Dieser Ansatz spiegelt sich auch in den neuen verteidigungspolitischen Richtlinien wider, die der Minister im Mai veröffentlichte. "Eine Gefährdung des deutschen Territoriums durch konventionelle Waffen kann in absehbarer Zeit überhaupt nicht unterstellt werden", argumentierte Struck. Die beruhigende Feststellung bringt allerdings zwei große Probleme mit sich. Wie steht es um die Finanzierung der militärischen Umstrukturierung? Und was wird eigentlich aus der Wehrpflicht? Ginge es nach dem Verteidigungsminister, dann müssten die Männer auch noch in ferner Zukunft einen neunmonatigen Grundwehrdienst leisten. Zahlreiche Dienstposten sind mit freiwillig länger dienenden Soldaten besetzt, die sich nur aus Wehrpflichtigen rekrutieren. Vor dem Hintergrund wachsender internationaler Aufgaben ist die Wehrpflicht allerdings immer weniger gerechtfertigt. Schließlich geht es um professionelle Einsatzkräfte. So verweigerte jüngst die SPD-Fraktion Struck die Gefolgschaft, als sie die Beibehaltung der Wehrpflicht billigen sollte.

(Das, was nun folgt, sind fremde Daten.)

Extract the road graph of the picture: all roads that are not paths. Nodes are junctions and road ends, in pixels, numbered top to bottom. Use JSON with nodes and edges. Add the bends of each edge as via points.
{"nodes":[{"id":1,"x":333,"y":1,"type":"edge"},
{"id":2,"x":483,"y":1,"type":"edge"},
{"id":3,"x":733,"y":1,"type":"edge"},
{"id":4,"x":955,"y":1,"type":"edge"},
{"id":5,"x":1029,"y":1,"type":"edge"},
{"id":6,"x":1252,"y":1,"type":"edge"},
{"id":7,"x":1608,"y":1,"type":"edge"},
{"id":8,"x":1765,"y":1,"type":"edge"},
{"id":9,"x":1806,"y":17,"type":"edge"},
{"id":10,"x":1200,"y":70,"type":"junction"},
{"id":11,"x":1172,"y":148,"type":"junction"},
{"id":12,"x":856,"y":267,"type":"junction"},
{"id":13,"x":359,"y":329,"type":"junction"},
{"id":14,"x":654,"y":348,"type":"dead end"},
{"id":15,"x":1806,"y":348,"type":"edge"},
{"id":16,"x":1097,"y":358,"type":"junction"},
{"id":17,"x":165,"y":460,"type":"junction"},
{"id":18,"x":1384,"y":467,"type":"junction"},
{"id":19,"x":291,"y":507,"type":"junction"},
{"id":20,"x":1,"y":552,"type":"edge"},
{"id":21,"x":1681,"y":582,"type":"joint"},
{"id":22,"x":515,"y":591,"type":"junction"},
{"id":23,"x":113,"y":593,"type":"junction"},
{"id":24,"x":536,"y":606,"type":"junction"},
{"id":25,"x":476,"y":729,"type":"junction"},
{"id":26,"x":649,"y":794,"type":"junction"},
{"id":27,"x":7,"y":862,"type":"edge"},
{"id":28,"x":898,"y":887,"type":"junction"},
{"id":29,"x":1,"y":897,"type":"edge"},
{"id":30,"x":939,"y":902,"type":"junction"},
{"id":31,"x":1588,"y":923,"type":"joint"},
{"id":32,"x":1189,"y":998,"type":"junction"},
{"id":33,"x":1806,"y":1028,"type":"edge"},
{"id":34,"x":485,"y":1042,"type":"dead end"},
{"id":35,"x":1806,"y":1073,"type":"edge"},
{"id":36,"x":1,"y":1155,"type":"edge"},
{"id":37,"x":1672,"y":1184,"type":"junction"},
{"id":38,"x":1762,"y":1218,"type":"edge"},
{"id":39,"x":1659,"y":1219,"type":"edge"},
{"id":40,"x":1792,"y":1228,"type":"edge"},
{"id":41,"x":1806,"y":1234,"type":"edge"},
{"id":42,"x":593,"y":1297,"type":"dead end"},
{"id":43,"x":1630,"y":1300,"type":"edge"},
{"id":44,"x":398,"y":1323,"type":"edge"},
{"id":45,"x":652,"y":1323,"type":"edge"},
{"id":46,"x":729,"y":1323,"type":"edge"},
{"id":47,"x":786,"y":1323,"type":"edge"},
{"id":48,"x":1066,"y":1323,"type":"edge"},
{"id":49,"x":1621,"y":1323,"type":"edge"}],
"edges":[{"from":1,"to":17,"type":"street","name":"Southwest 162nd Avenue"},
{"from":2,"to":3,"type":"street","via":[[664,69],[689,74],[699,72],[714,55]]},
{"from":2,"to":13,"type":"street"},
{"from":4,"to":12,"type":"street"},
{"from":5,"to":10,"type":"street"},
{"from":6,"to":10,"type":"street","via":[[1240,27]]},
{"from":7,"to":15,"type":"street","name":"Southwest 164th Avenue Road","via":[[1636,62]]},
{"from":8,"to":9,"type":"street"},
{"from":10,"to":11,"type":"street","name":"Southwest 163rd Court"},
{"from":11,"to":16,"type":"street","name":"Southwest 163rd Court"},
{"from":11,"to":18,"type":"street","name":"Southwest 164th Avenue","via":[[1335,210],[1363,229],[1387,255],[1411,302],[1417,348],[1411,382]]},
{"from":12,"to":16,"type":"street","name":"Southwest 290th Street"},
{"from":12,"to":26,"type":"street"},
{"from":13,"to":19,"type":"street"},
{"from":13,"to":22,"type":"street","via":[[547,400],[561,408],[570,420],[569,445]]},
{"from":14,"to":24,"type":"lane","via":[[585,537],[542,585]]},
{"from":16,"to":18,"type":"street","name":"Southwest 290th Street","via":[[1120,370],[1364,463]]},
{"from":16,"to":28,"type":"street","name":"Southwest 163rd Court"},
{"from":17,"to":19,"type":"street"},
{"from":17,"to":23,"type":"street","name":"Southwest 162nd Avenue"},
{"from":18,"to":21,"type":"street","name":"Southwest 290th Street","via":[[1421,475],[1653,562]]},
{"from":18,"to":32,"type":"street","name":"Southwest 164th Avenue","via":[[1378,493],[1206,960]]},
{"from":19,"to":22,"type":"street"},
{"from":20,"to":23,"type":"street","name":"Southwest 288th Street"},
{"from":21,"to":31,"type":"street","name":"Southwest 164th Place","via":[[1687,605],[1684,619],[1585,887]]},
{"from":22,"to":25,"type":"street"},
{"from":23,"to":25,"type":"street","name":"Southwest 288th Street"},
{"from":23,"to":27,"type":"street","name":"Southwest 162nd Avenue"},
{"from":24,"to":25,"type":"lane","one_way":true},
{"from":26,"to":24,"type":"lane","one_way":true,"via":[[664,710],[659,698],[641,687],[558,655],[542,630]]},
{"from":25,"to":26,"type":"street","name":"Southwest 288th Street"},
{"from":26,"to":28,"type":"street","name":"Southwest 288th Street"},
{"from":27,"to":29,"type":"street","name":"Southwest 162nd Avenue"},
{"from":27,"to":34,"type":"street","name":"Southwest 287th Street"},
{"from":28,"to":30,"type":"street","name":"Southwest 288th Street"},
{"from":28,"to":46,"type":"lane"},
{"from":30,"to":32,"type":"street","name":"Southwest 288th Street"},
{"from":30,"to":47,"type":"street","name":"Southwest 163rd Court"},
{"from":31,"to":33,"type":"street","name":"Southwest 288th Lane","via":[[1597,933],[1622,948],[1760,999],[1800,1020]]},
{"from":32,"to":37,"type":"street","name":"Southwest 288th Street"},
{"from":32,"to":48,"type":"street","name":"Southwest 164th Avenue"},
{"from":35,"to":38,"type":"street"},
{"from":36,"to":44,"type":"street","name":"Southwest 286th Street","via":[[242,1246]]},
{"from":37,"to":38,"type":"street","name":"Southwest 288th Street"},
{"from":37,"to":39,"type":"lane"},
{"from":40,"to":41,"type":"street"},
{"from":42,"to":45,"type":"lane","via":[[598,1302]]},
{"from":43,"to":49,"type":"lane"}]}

Eine Abstimmung wurde kurzerhand gestrichen. Der kleine Koalitionspartner ist ohnehin für eine Berufsarmee, auch wenn sich die Umwandlung nicht "im Sturzflug" vollziehen könne, wie der grüne Wehrexperte Winfried Nachtwei sagt. Selbst in Militärkreisen geht man davon aus, dass die Wehrpflicht auf Dauer nicht zu halten sein wird. Dafür dürfte schon die mangelnde Wehrgerechtigkeit sorgen. Nur etwa jeder vierte Mann eines entsprechenden Jahrgangs muss inzwischen tatsächlich zum "Bund". Um den Schein zu wahren, wird bei den Einberufungs-Kriterien getrickst: Seit kurzem sind zum Beispiel alle Verheirateten von der Wehrpflicht befreit.Weitere Standortschließungen

Experten gehen allerdings davon aus, dass die Umstellung auf eine Berufsarmee zunächst einmal mehr Geld kosten würde. Und das ist allein schon durch die laufenden Auslandseinsätze knapp. Mit dem Irak könnte langfristig eine weitere internationale Friedensmission hinzu kommen. Im Falle eines UN-Mandats werde sich der Blick auch auf Deutschland richten, prophezeit der Chef der Bundeswehrverbandes, Bernhard Gertz. Ohne zusätzliche Finanzen sei das aber nicht zu machen. Gemessen an den allgemeinen Sparzwängen ist Struck noch relativ gut bedient. Bis einschließlich 2006 soll der jährliche Wehretat konstant bei 24,4 Milliarden Euro liegen. Für 2007 stehen gar 800 Millionen Euro mehr zur Verfügung. "Das ist ein Erfolg Strucks", sagt auch Gertz. Allerdings rückt er die Dimensionen zurecht: Nach seinen Berechnungen brauchte die Truppe eine einmalige Finanzspritze von 20 Milliarden Euro sowie jährlich 3,5 Milliarden mehr als im Struck-Etat vorgesehen. Doch davon kann die Bundeswehr nur träumen. Am Ende bleibt dem Minister nur eine Möglichkeit: Er muss die Betriebskosten der Truppe drastisch senken. Mit den neuen verteidigungspolitischen Richtlinien sind neun Standortschließungen verbunden. Es werden nicht die letzten sein.